• Your task
Go line by line through the listing below and copy those that hold "paths".

• Task inputs
▼▼▼

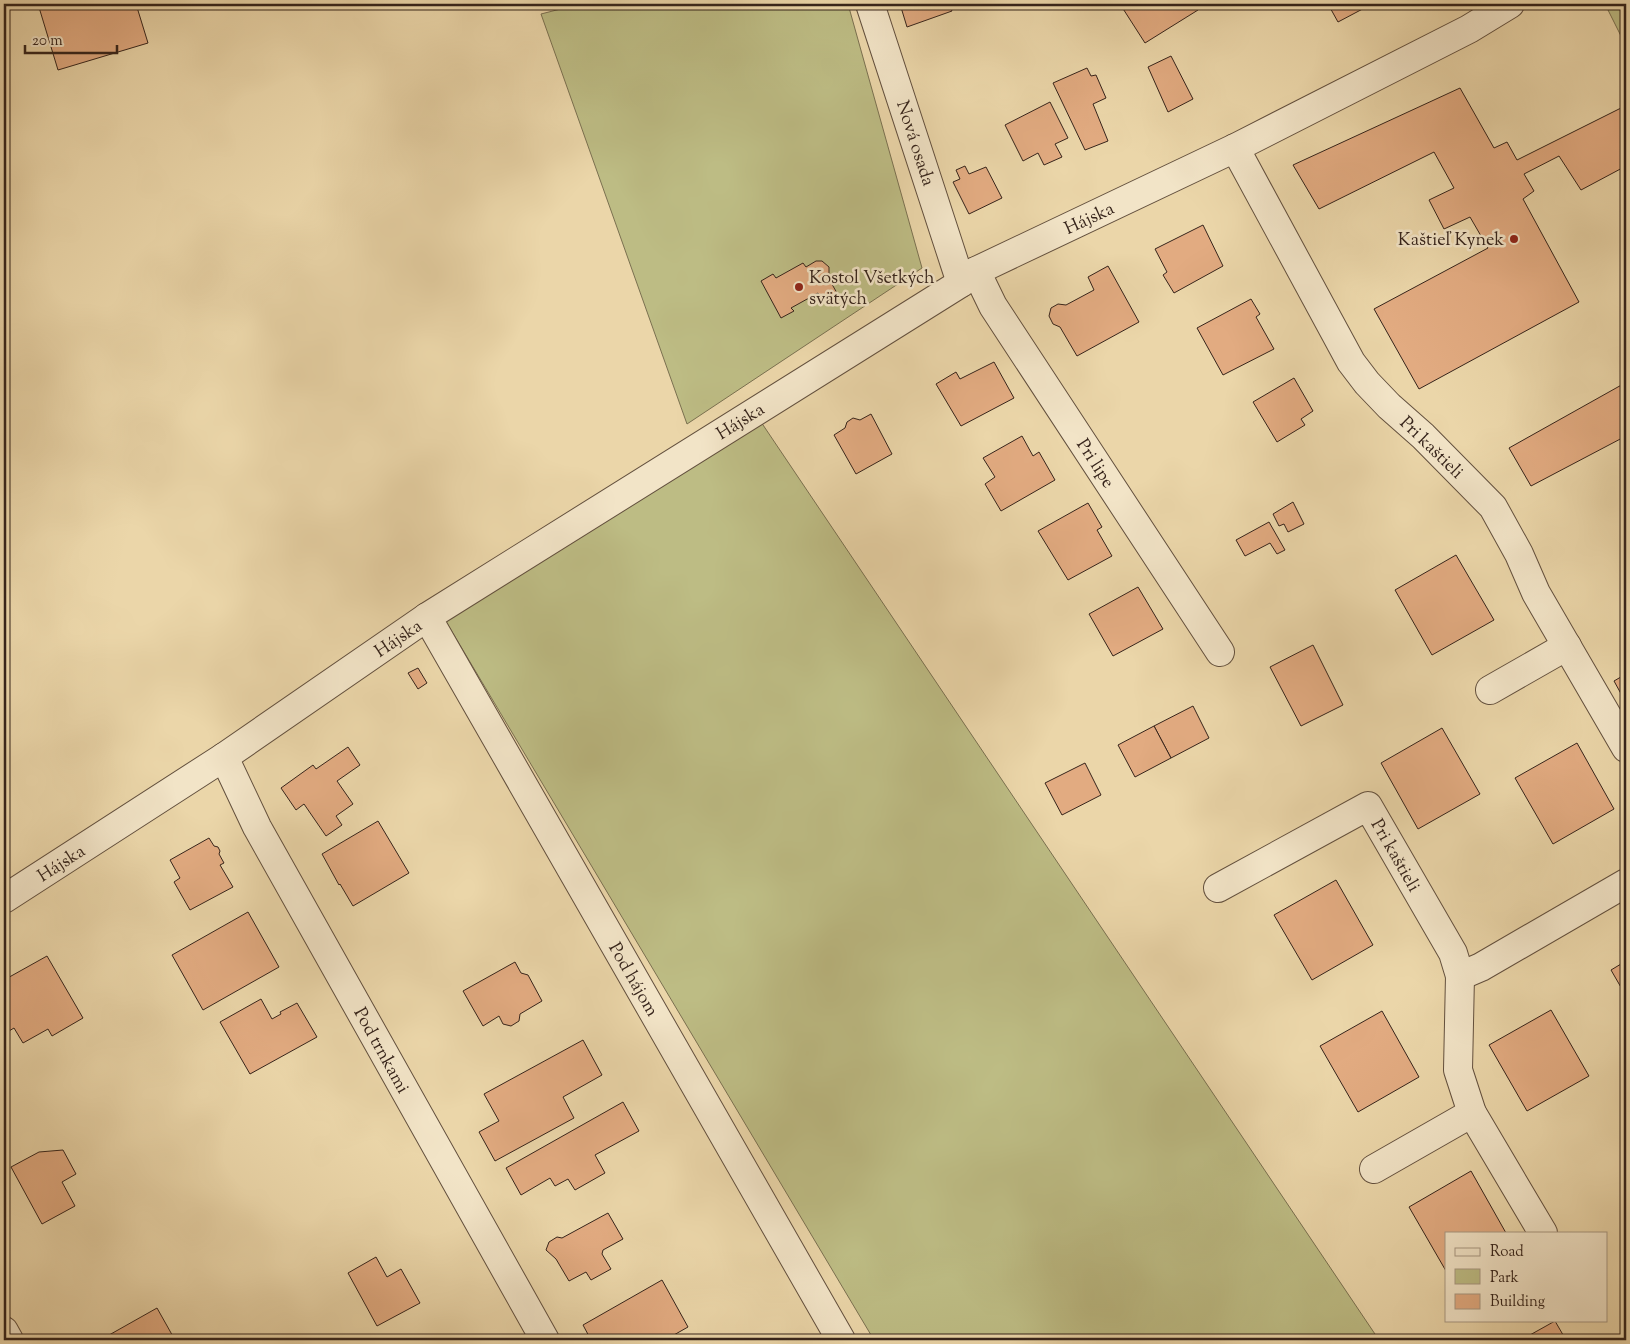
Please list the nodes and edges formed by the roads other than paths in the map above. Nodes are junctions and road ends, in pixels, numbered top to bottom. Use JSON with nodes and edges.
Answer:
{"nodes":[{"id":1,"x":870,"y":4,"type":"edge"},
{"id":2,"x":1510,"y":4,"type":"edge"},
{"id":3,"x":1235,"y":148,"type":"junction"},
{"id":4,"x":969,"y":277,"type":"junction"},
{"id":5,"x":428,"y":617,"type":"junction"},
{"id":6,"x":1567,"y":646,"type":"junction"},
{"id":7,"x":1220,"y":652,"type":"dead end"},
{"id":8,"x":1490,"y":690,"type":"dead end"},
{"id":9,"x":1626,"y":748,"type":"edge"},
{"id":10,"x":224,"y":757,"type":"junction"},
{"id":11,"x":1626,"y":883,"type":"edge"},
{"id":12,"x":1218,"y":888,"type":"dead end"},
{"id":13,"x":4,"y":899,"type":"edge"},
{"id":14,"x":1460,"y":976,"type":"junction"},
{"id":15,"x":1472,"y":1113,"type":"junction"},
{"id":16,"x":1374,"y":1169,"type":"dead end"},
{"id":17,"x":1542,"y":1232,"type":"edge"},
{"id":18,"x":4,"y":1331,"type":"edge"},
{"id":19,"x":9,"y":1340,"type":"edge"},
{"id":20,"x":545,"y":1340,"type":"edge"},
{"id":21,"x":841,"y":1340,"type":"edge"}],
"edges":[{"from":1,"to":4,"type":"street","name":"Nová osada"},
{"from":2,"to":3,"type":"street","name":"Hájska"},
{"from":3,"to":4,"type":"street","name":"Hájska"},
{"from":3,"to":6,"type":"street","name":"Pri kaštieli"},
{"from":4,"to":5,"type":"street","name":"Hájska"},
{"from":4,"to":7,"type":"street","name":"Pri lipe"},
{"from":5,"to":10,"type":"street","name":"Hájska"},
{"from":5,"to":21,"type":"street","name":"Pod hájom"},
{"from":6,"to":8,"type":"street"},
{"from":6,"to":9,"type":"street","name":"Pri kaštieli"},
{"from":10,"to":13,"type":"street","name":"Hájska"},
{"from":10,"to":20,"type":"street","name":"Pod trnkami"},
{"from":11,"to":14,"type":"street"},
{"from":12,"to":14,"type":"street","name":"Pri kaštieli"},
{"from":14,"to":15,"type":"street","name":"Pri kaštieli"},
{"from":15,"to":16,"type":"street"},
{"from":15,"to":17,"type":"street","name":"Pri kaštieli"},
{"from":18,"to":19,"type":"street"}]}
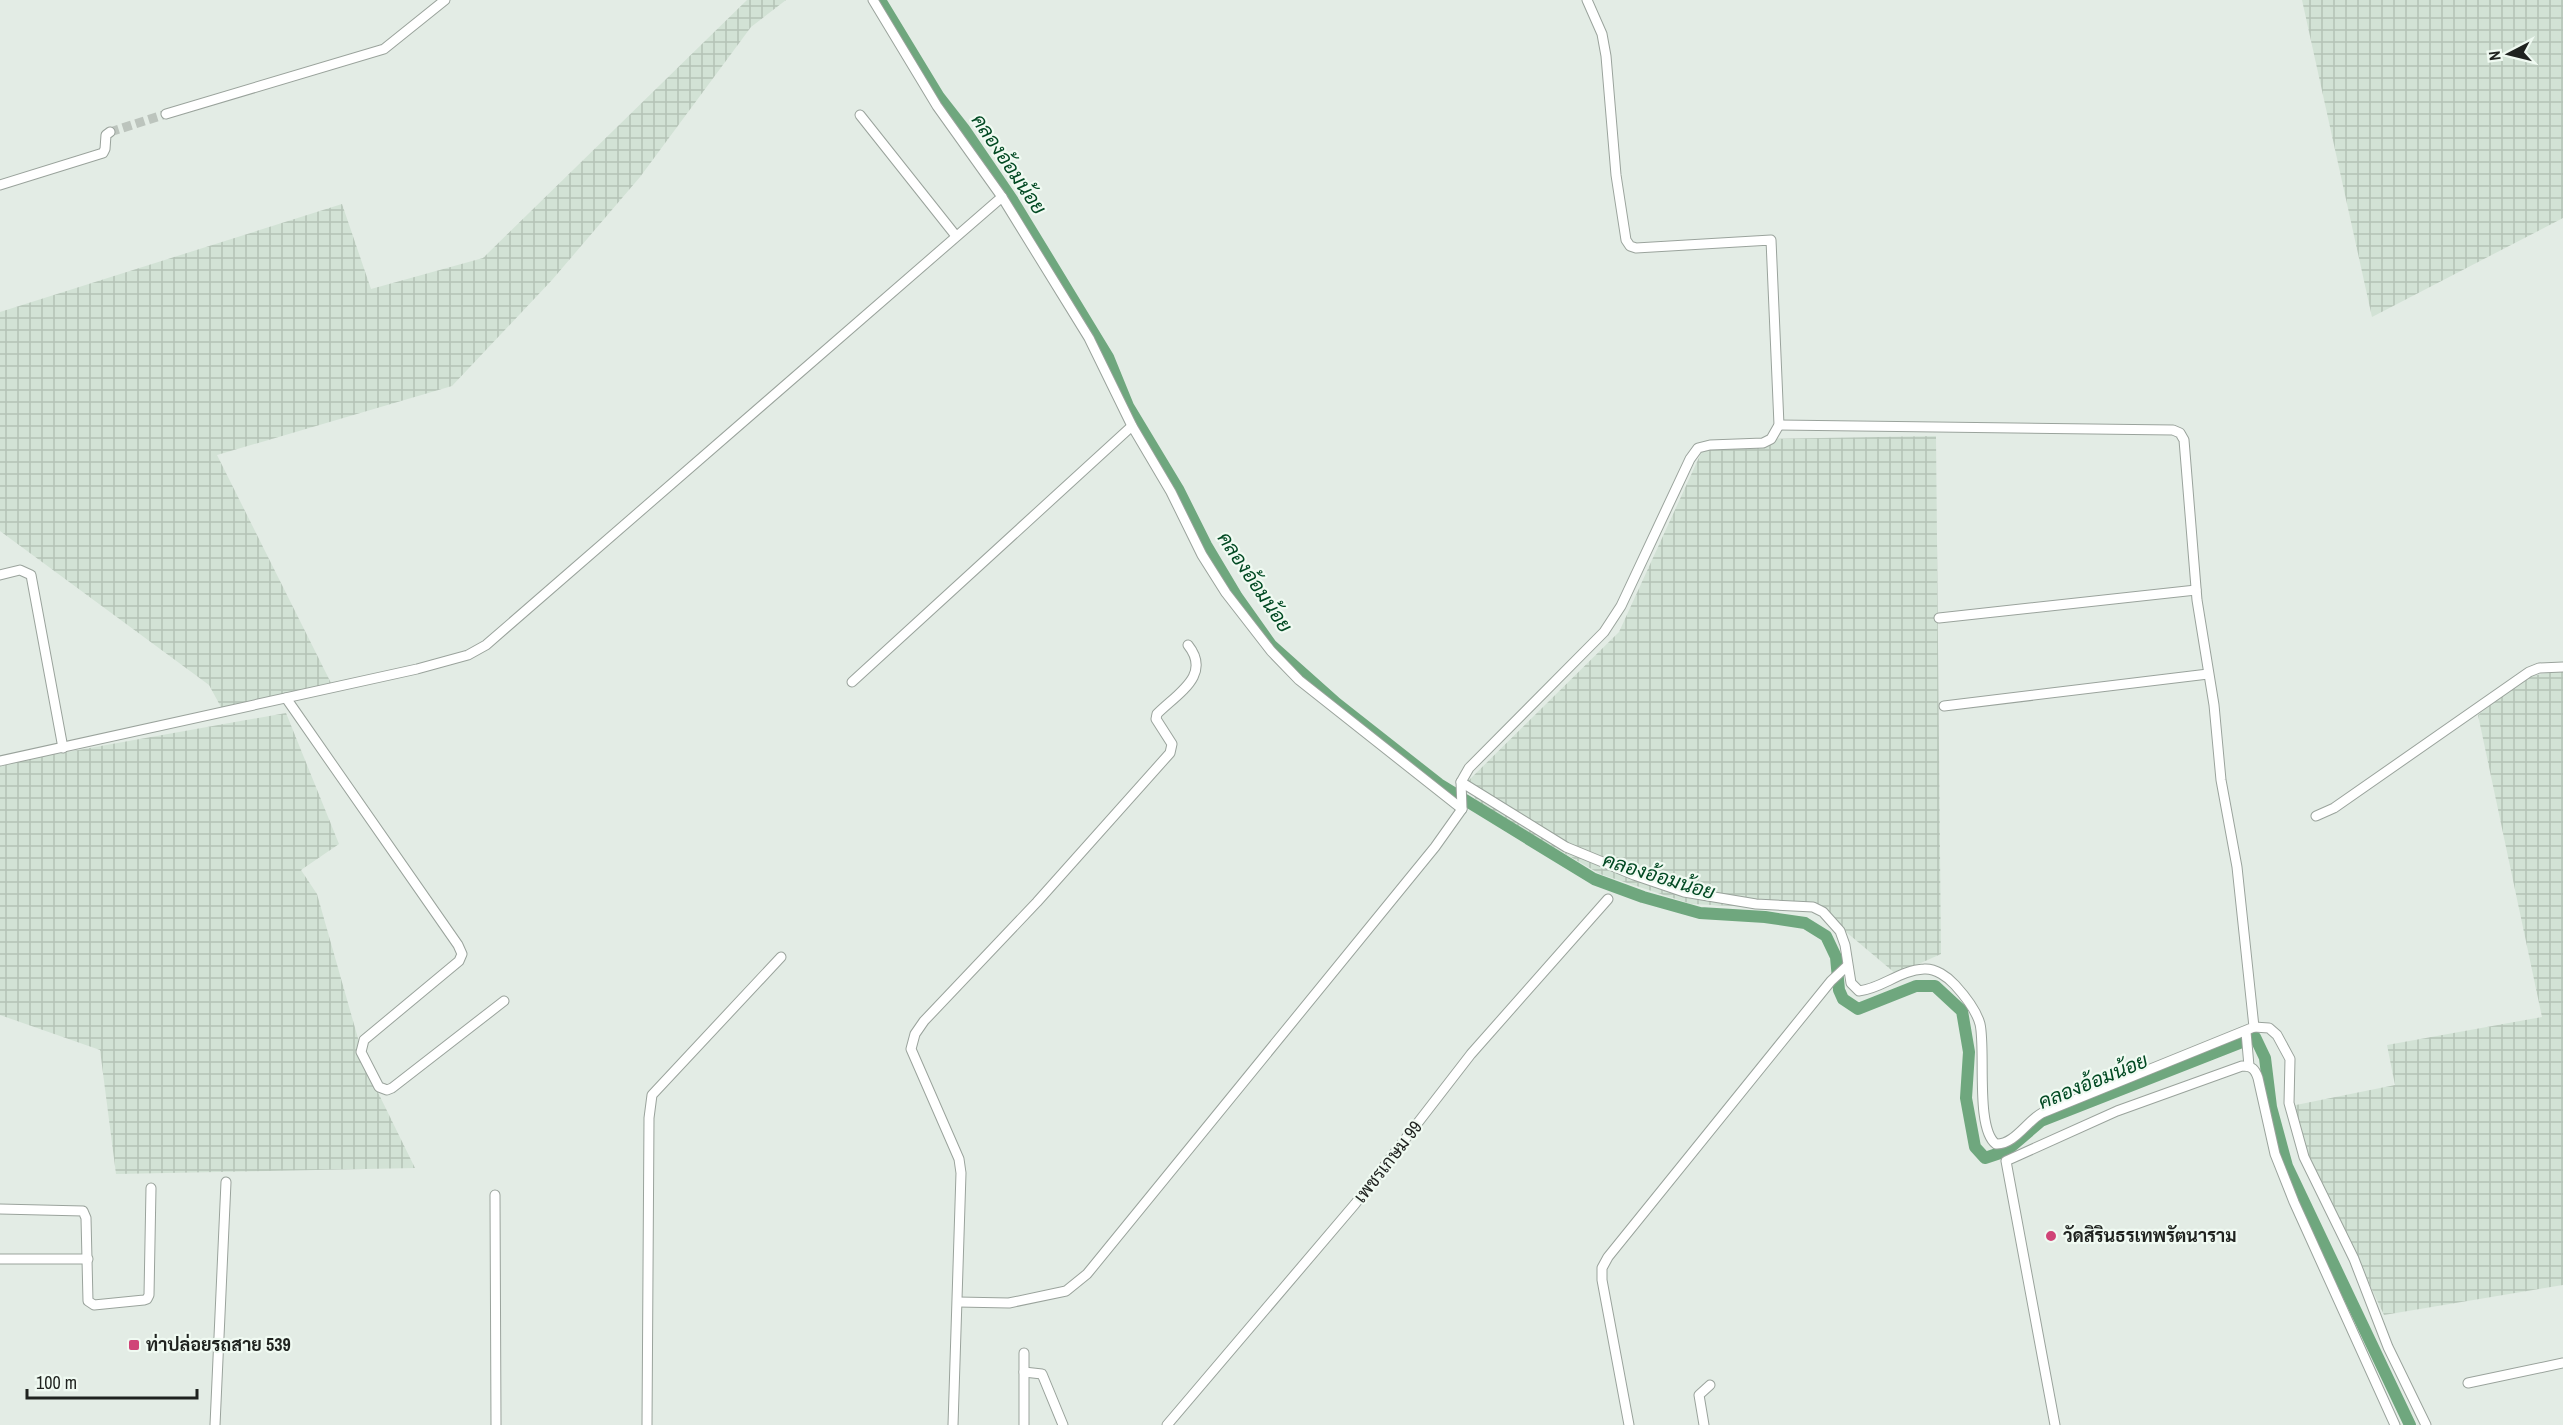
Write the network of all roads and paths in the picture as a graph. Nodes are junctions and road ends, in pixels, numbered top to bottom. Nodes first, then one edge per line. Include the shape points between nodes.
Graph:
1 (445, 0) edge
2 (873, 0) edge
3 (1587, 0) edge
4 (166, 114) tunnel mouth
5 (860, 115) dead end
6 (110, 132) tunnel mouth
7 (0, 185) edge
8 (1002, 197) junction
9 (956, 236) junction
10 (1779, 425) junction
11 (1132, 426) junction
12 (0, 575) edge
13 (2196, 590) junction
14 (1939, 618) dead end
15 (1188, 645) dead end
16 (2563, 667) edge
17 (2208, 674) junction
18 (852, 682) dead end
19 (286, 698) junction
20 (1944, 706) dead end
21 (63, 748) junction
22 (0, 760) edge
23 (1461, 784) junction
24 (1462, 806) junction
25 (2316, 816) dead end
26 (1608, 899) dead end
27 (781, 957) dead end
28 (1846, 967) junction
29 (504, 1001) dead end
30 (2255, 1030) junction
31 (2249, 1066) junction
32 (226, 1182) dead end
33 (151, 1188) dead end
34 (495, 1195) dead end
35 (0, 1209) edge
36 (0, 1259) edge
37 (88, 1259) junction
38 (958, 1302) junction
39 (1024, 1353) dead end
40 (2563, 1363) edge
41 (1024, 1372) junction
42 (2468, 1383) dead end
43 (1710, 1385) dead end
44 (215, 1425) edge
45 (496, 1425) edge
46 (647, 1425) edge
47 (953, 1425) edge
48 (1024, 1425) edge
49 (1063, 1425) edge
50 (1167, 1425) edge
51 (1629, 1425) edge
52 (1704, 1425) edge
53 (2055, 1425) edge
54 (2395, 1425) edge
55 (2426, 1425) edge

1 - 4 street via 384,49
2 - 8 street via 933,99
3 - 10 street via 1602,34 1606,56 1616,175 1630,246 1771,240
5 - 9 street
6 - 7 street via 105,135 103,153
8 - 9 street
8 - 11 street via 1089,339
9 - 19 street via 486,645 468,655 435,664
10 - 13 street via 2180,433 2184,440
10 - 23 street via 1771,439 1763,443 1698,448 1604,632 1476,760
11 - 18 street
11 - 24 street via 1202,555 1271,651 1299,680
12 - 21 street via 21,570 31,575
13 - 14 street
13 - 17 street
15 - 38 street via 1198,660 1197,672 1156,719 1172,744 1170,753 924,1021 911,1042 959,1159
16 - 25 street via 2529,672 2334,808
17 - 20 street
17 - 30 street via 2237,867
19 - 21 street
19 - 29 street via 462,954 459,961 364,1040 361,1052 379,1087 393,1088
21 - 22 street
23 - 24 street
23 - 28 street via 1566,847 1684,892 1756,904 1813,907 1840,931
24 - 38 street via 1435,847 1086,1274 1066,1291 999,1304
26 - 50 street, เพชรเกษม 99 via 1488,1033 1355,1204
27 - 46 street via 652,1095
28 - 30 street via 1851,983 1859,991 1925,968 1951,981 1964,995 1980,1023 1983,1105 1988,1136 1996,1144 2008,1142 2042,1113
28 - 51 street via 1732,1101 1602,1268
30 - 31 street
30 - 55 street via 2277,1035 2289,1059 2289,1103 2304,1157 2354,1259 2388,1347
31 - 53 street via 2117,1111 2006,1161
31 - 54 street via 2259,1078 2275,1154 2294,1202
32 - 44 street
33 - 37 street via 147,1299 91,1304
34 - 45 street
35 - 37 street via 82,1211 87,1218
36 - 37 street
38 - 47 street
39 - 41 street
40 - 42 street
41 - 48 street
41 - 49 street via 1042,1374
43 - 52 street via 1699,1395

▲▲▲

• Solution to this exercise
Please list the nodes and edges formed by the roads other than paths in the map above. Nodes are junctions and road ends, in pixels, numbered top to bottom. Use JSON with nodes and edges.
Write the network of all roads and paths in the picture as a graph. Nodes are junctions and road ends, in pixels, numbered top to bottom. Nodes first, then one edge per line. Include the shape points between nodes.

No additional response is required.